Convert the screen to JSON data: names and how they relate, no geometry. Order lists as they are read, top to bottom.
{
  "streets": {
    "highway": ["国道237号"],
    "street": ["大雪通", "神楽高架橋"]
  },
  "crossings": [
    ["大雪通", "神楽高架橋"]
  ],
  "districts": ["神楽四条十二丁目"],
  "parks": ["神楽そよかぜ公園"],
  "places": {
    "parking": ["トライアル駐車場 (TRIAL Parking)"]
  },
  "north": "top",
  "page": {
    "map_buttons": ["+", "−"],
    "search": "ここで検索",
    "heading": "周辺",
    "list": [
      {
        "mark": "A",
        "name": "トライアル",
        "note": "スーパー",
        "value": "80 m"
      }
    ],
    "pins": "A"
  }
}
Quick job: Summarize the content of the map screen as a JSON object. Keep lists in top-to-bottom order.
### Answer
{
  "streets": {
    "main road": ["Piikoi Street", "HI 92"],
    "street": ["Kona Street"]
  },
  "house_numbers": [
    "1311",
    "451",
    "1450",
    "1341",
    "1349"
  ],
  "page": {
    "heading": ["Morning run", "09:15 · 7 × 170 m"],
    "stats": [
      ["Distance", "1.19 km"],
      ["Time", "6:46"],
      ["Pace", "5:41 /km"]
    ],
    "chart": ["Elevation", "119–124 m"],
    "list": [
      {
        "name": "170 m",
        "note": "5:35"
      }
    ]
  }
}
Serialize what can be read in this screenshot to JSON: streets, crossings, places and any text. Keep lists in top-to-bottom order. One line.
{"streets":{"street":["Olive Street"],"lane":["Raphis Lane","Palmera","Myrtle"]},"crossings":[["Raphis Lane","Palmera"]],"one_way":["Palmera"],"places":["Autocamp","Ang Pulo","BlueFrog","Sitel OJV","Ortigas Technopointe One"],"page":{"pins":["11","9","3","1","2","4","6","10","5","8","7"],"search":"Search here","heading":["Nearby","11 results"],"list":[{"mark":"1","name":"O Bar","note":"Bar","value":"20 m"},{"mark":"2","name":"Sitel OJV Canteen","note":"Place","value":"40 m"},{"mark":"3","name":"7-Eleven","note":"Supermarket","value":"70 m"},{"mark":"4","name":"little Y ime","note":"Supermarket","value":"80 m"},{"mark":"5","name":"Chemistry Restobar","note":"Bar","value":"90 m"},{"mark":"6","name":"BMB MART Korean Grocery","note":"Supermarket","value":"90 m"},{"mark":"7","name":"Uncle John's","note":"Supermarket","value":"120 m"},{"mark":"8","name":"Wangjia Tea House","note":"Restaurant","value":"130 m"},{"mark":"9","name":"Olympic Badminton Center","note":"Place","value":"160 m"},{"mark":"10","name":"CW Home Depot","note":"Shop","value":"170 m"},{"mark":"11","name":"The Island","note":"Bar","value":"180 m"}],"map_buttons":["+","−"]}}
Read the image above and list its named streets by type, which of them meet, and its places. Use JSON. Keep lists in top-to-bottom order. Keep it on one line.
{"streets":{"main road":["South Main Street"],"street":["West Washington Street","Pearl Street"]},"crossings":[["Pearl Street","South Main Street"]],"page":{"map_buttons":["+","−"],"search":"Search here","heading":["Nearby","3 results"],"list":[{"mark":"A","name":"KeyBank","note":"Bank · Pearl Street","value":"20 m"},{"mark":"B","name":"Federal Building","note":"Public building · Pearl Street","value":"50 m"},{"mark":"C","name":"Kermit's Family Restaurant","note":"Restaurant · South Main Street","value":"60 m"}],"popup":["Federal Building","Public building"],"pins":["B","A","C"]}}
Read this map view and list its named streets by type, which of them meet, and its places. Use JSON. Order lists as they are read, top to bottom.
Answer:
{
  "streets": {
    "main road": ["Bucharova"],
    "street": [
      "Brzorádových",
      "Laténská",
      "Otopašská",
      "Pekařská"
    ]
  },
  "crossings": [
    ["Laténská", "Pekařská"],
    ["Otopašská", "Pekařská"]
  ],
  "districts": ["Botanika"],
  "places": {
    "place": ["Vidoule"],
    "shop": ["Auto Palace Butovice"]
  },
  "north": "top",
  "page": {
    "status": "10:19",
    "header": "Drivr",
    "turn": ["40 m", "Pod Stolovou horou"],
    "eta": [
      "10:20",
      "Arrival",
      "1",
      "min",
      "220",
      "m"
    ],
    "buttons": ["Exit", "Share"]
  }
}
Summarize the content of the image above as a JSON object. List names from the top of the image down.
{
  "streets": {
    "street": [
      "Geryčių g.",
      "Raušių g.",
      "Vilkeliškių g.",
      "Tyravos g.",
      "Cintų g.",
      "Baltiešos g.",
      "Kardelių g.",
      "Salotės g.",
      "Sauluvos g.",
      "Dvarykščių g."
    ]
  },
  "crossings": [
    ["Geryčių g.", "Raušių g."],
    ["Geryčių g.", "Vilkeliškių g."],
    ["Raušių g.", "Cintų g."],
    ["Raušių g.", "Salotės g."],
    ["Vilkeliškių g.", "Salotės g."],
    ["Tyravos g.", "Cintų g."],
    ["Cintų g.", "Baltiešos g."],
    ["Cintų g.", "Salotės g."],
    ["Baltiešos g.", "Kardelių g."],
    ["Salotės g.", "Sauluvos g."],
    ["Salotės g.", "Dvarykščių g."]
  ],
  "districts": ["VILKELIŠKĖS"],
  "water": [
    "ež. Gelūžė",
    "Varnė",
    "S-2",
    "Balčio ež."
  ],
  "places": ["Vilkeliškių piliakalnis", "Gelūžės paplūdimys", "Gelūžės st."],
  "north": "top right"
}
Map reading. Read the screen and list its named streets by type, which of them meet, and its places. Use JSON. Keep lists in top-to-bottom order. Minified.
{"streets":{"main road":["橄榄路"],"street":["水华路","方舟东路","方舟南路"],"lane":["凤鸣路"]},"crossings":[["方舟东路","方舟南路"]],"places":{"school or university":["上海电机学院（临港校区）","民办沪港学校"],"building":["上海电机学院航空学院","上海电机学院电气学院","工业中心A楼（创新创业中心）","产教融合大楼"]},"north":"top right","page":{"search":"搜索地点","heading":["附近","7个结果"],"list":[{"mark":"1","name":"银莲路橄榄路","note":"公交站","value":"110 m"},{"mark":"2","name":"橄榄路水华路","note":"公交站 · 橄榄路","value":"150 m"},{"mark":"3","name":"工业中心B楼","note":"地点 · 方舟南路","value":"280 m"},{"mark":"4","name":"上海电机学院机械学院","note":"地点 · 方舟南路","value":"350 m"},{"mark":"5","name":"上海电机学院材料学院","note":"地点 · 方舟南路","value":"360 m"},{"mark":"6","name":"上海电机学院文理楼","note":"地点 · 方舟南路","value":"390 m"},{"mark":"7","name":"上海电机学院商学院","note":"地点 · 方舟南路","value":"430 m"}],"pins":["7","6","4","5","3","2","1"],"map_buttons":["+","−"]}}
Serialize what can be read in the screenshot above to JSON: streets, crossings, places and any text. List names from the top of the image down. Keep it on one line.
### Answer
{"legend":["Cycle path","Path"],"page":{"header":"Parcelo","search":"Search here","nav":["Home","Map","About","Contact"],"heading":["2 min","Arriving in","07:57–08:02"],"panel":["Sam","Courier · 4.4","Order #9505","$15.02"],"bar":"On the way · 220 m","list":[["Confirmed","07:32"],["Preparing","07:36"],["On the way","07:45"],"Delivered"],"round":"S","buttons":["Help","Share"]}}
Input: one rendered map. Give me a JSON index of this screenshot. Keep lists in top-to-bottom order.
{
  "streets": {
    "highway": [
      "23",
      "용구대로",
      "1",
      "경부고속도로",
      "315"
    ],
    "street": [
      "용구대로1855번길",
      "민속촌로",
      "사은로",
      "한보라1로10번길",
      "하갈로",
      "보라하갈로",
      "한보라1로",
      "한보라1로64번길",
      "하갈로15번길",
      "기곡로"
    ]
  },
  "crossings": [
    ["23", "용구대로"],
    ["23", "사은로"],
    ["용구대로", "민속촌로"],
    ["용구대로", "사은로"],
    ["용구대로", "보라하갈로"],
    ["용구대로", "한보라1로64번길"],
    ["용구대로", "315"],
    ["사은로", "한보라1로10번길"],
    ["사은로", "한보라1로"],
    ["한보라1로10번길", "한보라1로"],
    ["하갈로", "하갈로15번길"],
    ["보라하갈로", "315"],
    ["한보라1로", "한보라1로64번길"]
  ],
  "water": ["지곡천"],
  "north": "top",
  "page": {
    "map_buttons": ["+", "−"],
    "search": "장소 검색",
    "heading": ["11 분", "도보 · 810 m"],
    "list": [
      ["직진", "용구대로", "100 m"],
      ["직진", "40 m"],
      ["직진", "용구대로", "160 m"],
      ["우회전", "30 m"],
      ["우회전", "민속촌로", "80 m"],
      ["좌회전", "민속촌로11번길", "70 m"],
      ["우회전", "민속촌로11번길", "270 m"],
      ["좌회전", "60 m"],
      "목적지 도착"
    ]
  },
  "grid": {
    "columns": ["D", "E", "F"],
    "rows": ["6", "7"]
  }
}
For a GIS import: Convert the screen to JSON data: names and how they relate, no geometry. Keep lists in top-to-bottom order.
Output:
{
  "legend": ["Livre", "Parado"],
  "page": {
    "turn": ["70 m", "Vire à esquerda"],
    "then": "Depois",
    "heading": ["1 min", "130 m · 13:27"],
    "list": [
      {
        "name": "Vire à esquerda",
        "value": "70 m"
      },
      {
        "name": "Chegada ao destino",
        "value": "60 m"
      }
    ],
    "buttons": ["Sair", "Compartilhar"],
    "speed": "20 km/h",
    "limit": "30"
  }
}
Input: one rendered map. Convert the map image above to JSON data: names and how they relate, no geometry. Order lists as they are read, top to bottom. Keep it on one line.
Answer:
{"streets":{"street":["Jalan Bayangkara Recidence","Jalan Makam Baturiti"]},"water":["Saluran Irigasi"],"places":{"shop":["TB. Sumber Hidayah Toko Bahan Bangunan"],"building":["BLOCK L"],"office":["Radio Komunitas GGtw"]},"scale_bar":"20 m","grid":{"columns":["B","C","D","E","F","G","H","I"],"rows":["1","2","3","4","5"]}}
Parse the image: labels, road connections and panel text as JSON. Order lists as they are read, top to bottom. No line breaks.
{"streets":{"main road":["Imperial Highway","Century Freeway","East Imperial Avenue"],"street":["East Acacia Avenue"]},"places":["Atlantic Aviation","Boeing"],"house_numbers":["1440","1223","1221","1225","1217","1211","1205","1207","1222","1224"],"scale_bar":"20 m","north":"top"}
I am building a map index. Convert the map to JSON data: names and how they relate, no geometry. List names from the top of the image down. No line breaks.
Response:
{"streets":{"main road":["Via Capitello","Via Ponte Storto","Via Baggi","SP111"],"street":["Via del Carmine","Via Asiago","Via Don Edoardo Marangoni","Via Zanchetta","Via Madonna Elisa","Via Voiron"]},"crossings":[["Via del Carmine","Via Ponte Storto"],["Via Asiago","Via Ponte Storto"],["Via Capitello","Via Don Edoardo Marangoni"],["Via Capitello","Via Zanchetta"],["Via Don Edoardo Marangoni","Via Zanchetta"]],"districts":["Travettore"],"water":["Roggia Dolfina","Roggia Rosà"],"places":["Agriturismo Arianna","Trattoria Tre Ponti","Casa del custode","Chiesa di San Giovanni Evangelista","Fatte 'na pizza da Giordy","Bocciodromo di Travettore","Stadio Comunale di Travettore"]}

────

* **Task**
Copy exactly the lines from the top of the entries through the line with "Quick job: Summarize" in it, please, keeping both ends and adding nothing.

* **Task answer**
Convert the screen to JSON data: names and how they relate, no geometry. Order lists as they are read, top to bottom.
{
  "streets": {
    "highway": ["国道237号"],
    "street": ["大雪通", "神楽高架橋"]
  },
  "crossings": [
    ["大雪通", "神楽高架橋"]
  ],
  "districts": ["神楽四条十二丁目"],
  "parks": ["神楽そよかぜ公園"],
  "places": {
    "parking": ["トライアル駐車場 (TRIAL Parking)"]
  },
  "north": "top",
  "page": {
    "map_buttons": ["+", "−"],
    "search": "ここで検索",
    "heading": "周辺",
    "list": [
      {
        "mark": "A",
        "name": "トライアル",
        "note": "スーパー",
        "value": "80 m"
      }
    ],
    "pins": "A"
  }
}
Quick job: Summarize the content of the map screen as a JSON object. Keep lists in top-to-bottom order.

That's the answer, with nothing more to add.